Collected data entries:
- Opening Delimiter -
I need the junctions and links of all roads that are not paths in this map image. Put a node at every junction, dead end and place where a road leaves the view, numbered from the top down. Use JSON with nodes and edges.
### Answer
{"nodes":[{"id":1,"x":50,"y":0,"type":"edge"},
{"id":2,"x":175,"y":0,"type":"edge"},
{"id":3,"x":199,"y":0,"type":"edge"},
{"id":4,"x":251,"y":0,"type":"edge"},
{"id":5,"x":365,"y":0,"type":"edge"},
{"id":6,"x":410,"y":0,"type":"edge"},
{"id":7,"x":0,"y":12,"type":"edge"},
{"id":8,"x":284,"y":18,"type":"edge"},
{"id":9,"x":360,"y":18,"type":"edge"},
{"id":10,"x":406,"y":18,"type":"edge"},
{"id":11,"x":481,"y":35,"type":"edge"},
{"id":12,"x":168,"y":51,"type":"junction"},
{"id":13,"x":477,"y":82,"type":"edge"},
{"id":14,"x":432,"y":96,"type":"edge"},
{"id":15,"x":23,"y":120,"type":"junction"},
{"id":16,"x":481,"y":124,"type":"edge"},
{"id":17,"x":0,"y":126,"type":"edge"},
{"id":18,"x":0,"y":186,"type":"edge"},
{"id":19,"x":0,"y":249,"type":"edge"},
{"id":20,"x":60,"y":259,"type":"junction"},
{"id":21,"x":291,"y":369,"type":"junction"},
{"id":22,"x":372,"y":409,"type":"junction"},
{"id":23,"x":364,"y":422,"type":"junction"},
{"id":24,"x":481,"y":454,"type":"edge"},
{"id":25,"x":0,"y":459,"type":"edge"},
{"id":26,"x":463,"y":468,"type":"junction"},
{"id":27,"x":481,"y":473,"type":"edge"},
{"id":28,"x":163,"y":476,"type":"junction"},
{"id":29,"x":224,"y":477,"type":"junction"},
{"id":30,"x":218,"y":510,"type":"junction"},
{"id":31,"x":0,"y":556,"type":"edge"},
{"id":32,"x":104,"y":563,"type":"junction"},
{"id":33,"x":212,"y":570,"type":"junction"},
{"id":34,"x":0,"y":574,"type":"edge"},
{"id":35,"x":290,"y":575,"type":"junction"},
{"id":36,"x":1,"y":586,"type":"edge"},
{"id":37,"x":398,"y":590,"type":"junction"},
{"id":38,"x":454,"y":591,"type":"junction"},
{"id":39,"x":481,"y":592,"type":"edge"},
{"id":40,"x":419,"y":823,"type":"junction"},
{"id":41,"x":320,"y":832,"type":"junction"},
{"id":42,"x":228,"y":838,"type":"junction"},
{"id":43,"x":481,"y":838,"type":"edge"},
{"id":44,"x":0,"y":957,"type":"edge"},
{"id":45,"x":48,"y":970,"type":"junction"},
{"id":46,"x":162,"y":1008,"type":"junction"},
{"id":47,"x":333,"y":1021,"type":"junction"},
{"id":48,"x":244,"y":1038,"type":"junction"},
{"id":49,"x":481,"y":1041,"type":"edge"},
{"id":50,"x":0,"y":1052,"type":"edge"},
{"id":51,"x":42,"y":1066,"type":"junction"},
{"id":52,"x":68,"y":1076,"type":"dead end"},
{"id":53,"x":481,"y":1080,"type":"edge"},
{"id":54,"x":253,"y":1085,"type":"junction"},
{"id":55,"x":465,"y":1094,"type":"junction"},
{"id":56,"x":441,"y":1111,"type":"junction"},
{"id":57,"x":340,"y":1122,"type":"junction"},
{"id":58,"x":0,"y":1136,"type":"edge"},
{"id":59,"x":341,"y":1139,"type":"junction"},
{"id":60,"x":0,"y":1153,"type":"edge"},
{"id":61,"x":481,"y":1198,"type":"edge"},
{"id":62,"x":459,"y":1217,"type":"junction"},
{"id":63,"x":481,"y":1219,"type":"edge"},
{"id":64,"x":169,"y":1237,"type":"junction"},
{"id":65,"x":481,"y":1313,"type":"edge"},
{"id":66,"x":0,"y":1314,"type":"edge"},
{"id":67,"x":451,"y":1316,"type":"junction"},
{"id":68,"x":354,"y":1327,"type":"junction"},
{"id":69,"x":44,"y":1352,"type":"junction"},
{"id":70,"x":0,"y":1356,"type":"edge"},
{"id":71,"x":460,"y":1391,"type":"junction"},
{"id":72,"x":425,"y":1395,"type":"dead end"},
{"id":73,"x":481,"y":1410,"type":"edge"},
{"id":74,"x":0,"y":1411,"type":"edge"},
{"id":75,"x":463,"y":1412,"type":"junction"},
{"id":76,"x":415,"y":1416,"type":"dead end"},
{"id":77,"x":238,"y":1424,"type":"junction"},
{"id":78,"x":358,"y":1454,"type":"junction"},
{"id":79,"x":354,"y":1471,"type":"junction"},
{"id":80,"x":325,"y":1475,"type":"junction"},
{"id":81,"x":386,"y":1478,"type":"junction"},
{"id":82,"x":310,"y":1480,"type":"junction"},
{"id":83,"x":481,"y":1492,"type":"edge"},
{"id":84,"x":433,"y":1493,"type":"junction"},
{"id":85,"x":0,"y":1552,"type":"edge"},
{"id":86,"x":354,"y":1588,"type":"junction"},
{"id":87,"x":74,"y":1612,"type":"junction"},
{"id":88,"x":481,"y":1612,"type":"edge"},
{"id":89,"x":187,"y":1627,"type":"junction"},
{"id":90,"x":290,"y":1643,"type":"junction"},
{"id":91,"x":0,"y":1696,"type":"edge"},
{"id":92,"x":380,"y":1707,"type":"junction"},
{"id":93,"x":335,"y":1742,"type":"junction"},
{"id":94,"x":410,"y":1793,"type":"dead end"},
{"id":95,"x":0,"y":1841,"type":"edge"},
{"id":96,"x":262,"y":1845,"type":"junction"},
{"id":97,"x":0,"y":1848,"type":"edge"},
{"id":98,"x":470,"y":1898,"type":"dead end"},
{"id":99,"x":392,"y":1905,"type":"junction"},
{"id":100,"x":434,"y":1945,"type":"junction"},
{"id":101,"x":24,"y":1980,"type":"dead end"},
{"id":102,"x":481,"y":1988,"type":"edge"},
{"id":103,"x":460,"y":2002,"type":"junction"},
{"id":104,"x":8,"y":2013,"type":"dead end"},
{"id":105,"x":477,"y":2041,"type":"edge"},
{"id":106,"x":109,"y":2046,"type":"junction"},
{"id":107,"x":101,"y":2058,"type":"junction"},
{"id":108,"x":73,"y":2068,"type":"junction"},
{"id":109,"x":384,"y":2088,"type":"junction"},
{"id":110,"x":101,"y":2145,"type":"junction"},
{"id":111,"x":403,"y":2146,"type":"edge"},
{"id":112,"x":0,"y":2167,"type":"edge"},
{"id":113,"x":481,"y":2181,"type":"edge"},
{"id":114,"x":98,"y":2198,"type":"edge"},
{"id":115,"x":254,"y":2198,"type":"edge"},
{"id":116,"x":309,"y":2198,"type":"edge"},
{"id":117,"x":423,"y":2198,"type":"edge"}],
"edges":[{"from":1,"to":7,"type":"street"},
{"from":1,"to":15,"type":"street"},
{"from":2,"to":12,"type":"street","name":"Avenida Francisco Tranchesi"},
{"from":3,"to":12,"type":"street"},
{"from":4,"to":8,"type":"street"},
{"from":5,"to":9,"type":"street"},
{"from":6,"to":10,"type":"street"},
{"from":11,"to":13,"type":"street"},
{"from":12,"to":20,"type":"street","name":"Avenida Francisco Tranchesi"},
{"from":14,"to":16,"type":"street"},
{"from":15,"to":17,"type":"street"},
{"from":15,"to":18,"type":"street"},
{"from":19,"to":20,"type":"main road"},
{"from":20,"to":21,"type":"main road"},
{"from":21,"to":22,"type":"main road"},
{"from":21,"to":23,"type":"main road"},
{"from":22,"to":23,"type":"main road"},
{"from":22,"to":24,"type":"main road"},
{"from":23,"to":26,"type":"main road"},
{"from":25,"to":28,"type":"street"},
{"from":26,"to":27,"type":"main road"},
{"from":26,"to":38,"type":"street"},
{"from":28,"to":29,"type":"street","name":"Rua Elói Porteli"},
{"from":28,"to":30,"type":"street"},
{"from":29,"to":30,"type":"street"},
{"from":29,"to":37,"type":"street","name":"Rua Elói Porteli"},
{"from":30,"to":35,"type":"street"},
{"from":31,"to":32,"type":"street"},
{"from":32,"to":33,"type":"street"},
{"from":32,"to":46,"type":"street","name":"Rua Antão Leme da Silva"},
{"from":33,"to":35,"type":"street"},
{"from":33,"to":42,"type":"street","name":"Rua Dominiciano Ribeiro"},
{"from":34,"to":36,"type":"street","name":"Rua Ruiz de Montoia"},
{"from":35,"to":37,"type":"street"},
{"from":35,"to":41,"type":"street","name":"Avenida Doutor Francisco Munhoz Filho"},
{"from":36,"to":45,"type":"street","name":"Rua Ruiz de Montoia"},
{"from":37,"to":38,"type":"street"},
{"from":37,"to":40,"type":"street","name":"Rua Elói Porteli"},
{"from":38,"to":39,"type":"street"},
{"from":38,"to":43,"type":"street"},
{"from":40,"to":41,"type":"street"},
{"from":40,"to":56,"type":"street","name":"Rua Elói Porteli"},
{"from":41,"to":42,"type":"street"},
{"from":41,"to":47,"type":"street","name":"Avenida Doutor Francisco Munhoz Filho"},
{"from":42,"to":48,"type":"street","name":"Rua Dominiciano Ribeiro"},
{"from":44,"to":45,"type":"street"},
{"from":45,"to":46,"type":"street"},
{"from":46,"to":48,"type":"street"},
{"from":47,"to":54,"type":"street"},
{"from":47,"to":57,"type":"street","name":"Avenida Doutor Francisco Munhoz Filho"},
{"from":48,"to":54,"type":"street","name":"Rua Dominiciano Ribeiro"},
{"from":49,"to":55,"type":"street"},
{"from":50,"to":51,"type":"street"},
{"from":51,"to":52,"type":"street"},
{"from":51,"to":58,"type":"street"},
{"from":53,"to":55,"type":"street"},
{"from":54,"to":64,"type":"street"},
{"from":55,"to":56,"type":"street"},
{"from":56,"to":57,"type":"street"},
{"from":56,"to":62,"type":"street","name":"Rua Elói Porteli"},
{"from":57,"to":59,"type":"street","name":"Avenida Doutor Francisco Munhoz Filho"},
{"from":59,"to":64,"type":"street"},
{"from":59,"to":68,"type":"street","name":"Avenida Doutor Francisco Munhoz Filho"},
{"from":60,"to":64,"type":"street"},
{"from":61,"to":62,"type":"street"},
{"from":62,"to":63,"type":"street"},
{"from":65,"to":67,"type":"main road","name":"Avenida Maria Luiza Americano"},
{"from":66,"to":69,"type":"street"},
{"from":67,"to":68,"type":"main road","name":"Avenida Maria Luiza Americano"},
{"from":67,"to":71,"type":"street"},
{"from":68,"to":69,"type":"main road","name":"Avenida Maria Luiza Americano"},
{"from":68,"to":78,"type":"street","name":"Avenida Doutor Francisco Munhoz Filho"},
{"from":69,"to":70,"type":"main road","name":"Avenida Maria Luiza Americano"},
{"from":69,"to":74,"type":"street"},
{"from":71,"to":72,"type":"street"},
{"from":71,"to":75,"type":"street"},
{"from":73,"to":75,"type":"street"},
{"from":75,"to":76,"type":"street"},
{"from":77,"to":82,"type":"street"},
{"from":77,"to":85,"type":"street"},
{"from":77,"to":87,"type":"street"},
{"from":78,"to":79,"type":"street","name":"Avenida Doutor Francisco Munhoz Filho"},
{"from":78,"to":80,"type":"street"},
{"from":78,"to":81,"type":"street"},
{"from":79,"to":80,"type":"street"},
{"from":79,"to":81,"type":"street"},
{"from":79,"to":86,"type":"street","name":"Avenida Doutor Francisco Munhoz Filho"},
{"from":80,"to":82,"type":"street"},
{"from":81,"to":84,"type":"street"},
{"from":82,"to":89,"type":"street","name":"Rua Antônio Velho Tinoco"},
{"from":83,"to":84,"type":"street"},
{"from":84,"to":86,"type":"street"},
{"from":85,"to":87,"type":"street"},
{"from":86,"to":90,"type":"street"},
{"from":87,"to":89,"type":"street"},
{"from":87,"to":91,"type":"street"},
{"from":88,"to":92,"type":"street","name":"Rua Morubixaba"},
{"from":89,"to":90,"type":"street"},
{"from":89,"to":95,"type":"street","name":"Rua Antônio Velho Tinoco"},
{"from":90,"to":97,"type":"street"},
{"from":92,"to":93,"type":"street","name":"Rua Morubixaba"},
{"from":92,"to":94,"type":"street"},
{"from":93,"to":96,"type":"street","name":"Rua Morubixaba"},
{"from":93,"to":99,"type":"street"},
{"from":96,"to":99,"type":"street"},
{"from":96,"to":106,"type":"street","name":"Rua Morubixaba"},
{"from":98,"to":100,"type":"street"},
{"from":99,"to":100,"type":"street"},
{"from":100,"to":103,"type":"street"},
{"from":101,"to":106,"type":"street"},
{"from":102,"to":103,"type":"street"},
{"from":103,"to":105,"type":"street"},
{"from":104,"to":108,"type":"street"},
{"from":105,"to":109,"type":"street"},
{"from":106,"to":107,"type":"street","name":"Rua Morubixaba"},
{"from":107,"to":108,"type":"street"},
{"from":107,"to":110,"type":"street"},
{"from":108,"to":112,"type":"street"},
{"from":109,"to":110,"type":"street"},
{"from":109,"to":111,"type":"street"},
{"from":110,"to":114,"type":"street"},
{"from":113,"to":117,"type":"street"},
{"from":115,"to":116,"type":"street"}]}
- Closing Delimiter -
PROBLEM REQUIREMENTS: Show all lines from the data above in which the word "Ribeiro" appears.

EXPECTED ANSWER:
{"from":33,"to":42,"type":"street","name":"Rua Dominiciano Ribeiro"},
{"from":42,"to":48,"type":"street","name":"Rua Dominiciano Ribeiro"},
{"from":48,"to":54,"type":"street","name":"Rua Dominiciano Ribeiro"},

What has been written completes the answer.